* _YOUR GOAL_
For the records below, tally the lines that include the word "Karadenan" and report the number alone.

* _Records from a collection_
◇ ◇ ◇ ◇ ◇
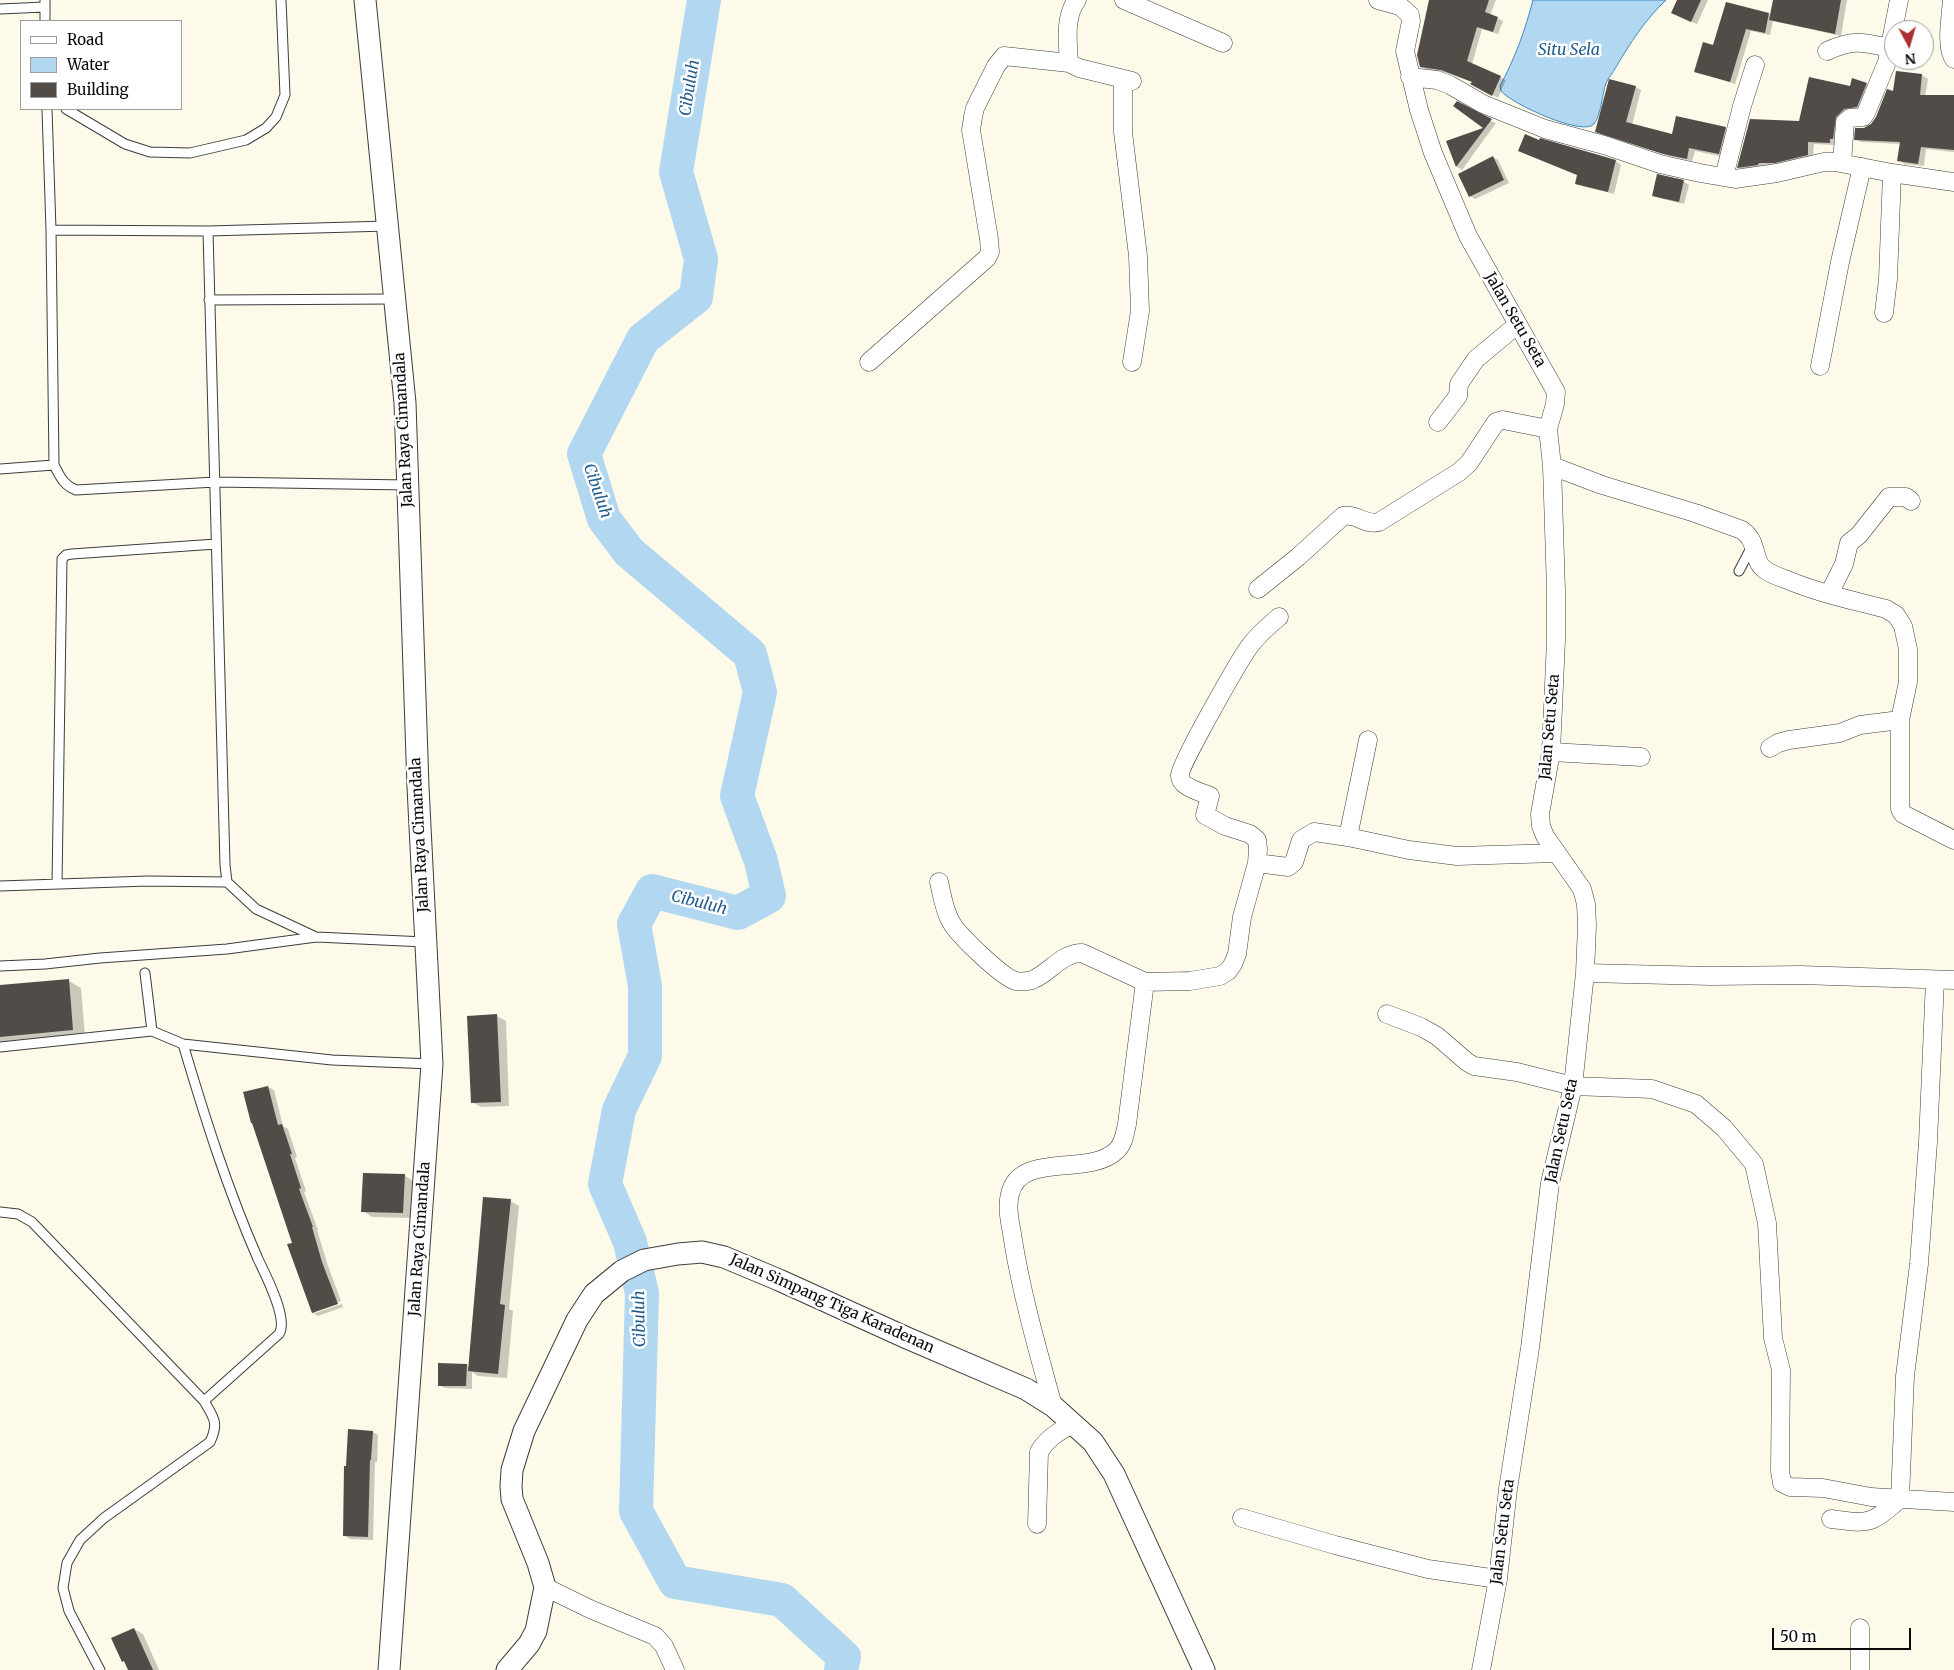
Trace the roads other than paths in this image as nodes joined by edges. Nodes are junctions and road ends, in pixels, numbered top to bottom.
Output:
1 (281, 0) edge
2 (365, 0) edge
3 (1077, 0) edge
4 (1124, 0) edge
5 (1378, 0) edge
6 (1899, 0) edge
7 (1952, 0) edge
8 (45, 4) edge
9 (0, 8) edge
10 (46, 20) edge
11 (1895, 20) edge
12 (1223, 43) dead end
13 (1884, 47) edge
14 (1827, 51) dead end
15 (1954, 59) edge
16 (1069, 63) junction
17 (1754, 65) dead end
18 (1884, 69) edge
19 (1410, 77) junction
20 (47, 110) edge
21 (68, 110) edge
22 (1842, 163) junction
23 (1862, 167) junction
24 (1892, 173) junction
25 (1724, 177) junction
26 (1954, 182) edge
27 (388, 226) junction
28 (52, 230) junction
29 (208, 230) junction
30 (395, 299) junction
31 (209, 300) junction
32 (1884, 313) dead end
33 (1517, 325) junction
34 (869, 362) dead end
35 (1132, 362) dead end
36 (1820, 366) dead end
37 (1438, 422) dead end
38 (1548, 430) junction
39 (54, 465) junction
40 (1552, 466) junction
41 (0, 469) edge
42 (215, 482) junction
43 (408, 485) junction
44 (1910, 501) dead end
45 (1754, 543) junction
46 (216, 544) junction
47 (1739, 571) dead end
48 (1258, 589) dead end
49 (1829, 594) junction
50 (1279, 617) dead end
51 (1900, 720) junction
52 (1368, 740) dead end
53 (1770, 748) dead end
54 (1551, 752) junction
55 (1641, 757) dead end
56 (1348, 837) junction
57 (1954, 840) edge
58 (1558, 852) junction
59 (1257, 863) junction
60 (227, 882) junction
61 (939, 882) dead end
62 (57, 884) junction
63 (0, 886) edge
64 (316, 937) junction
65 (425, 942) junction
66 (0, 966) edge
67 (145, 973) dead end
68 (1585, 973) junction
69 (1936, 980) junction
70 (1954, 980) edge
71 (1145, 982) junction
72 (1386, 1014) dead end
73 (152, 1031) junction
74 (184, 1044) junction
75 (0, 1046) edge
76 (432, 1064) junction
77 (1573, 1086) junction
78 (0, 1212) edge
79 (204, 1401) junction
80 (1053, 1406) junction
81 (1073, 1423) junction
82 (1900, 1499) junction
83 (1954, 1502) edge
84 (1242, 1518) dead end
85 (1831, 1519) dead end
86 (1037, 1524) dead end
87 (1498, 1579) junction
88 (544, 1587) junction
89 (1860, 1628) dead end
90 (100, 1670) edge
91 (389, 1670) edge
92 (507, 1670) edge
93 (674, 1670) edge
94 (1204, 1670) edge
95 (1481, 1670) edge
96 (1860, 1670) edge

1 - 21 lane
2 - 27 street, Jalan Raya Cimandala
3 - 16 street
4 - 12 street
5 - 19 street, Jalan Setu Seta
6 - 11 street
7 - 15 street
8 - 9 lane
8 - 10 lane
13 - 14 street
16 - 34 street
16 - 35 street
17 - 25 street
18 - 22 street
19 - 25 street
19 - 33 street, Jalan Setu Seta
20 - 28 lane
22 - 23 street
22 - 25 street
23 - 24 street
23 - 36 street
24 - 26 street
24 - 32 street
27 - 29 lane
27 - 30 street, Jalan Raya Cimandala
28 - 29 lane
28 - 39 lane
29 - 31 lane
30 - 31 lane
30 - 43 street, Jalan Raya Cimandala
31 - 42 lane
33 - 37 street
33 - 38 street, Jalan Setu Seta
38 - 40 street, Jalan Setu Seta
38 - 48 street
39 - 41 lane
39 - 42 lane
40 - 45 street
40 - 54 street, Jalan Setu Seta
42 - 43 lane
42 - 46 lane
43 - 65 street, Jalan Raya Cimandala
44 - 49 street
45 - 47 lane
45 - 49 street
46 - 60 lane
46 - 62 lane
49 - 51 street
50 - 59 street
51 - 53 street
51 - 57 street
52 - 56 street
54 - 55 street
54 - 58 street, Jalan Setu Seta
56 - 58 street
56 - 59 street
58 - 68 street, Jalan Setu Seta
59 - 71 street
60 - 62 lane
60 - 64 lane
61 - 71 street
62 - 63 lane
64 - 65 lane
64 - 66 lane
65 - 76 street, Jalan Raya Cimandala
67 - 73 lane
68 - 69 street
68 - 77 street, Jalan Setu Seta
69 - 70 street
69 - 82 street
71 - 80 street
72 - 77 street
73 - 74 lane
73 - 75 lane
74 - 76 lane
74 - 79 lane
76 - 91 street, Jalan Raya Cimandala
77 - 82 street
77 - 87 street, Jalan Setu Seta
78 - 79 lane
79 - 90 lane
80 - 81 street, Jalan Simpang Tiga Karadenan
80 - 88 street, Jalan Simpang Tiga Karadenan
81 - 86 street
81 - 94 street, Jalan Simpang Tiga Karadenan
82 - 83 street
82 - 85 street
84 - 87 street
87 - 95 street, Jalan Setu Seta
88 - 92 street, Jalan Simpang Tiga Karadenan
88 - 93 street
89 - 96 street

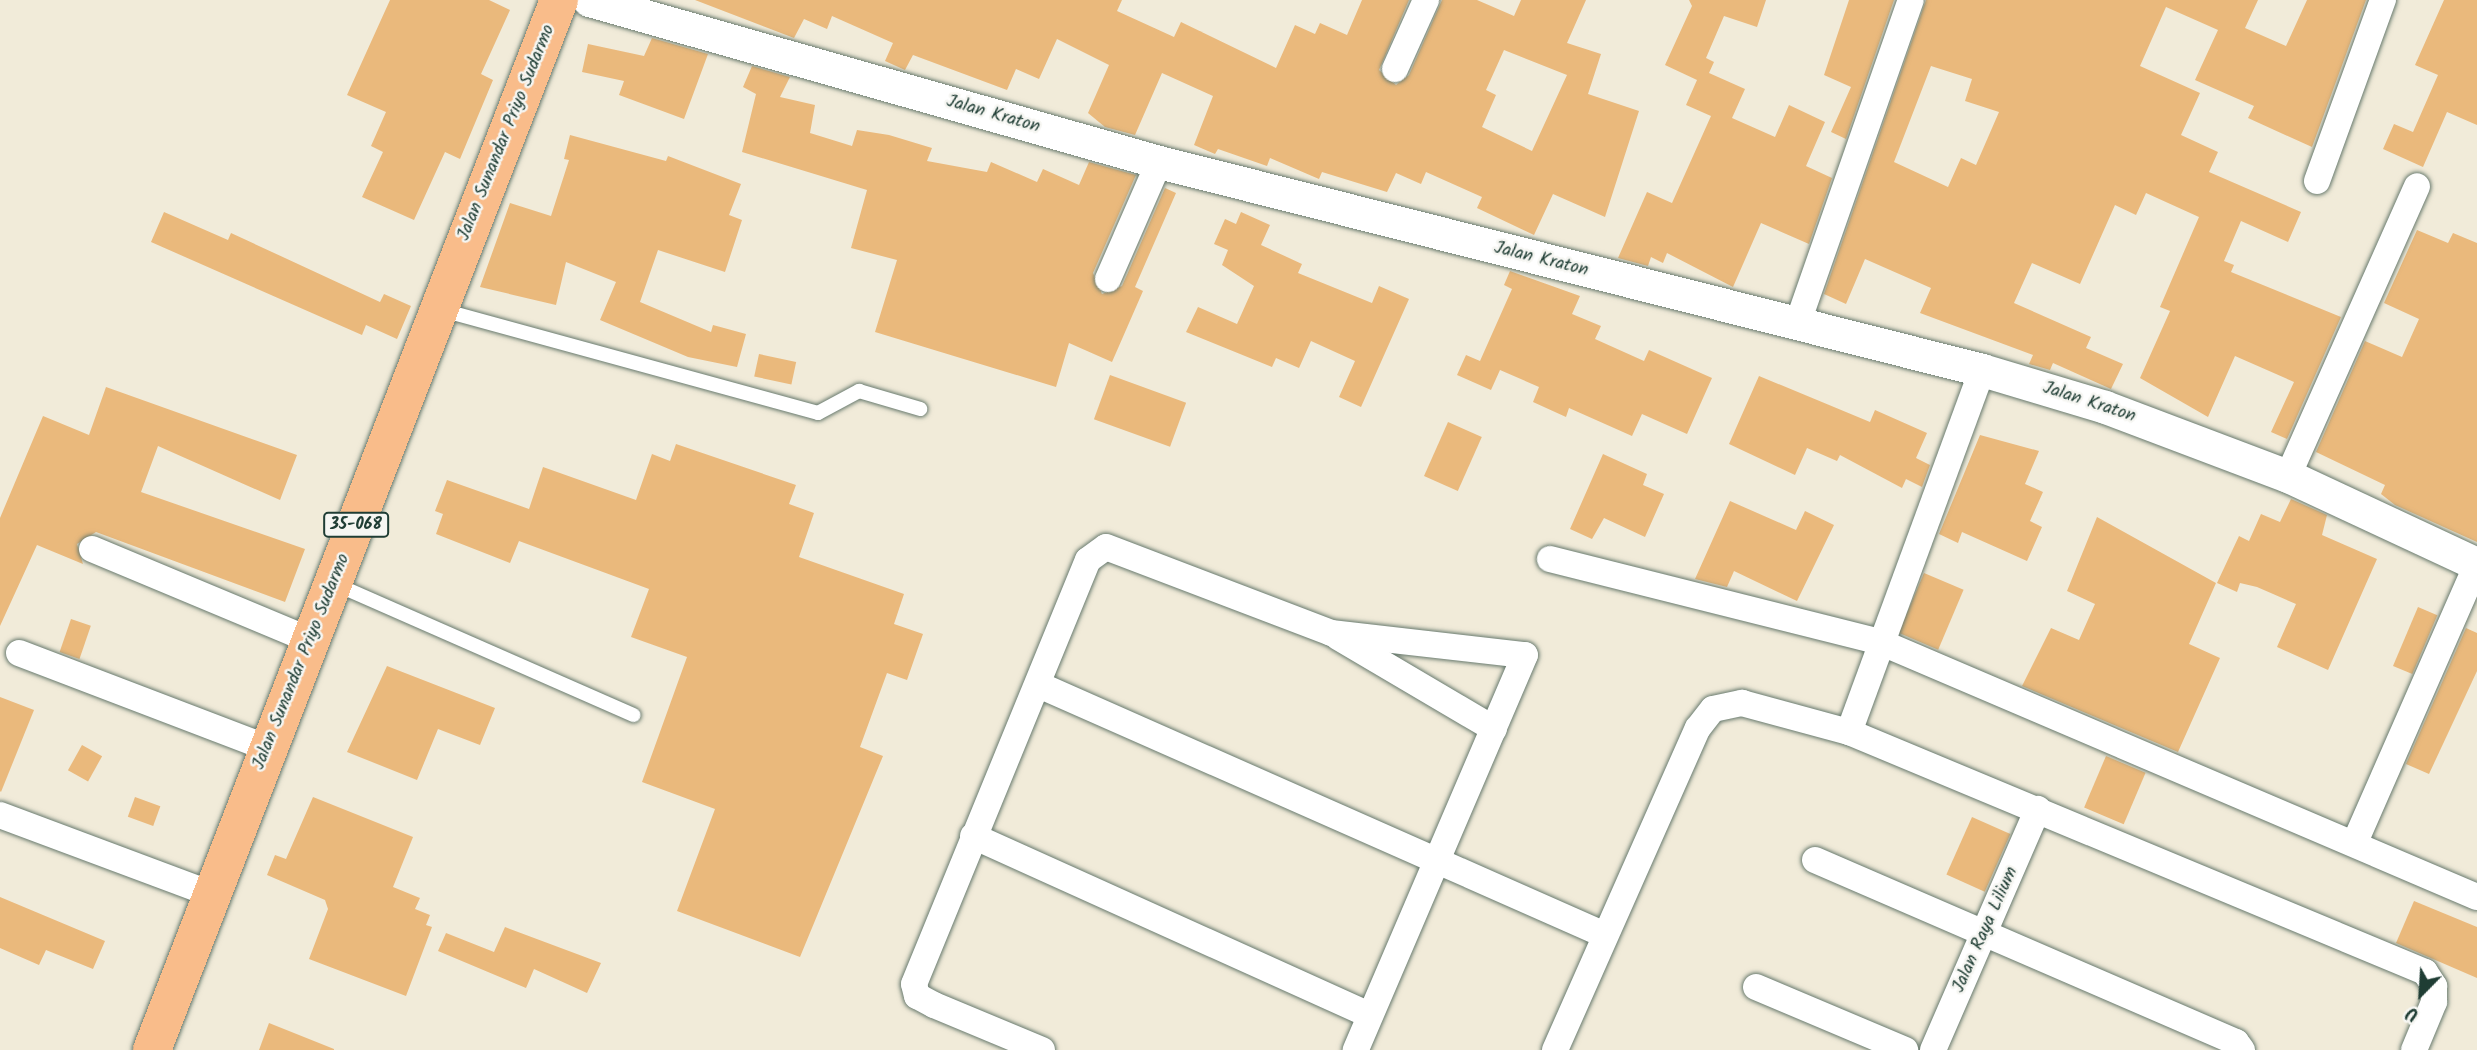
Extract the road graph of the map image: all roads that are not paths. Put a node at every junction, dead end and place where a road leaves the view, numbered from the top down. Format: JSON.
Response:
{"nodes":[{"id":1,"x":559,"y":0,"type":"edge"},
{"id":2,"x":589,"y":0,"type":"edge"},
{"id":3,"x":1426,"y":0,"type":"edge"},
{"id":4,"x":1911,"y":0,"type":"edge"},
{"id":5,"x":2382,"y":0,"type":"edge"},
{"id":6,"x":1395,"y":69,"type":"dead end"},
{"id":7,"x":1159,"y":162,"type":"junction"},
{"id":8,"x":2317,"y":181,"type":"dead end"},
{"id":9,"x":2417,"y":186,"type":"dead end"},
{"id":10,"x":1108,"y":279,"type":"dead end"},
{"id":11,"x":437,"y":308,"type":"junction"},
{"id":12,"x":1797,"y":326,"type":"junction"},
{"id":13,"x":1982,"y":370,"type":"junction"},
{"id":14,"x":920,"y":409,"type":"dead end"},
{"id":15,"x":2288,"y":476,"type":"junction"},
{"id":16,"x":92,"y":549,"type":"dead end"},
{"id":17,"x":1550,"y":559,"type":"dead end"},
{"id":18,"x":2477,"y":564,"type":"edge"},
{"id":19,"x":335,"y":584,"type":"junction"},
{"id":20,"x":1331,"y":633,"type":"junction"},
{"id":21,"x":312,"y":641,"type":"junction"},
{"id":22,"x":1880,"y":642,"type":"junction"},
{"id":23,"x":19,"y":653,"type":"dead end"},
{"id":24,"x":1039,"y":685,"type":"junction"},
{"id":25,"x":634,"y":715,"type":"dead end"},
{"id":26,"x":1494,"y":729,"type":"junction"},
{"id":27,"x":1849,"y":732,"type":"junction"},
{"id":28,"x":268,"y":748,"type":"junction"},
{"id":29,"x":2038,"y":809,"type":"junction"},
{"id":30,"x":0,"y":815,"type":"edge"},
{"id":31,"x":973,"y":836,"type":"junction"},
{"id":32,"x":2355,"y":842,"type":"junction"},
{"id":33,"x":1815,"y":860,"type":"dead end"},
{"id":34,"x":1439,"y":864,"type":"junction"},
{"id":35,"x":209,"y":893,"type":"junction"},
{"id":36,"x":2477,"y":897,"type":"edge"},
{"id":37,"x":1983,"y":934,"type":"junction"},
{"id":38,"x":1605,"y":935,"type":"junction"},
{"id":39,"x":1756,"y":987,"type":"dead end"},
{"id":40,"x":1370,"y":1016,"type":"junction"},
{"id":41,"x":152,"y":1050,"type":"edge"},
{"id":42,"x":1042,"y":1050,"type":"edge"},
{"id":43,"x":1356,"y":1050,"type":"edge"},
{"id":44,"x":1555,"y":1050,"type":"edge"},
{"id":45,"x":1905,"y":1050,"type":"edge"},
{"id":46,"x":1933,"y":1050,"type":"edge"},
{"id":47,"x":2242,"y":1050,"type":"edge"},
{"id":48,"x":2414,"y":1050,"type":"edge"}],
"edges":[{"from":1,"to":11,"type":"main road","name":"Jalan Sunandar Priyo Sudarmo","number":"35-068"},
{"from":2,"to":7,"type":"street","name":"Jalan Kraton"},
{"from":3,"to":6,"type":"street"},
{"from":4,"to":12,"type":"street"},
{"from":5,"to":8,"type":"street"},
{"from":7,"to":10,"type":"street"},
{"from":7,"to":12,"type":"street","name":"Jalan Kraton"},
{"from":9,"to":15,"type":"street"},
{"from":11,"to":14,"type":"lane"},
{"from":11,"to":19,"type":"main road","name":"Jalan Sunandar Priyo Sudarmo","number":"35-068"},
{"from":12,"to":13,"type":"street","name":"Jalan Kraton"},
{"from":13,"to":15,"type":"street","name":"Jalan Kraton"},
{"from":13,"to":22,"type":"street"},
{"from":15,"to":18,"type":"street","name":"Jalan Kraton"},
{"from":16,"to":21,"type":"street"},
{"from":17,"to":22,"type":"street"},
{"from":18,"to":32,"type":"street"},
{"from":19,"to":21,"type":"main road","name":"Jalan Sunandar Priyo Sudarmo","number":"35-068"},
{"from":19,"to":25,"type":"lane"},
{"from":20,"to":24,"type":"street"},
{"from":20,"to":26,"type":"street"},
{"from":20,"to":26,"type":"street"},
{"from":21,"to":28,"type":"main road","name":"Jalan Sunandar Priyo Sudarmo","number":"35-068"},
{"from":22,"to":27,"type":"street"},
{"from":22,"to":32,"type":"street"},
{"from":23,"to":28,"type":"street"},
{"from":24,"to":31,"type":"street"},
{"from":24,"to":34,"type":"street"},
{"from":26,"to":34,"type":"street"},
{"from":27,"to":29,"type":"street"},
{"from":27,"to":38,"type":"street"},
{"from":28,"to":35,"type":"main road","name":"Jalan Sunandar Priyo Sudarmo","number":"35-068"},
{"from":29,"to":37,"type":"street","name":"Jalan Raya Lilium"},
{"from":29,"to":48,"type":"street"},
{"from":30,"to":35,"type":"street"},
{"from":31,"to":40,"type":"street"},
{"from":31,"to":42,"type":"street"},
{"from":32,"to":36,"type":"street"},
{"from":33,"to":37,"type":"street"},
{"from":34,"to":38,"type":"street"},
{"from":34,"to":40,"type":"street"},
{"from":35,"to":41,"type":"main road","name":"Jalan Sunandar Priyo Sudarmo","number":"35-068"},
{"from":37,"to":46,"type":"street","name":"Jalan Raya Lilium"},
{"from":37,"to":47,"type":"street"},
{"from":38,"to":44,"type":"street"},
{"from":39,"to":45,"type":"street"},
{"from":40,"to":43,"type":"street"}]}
◇ ◇ ◇ ◇ ◇
* _SOLUTION TO THE PROBLEM_
4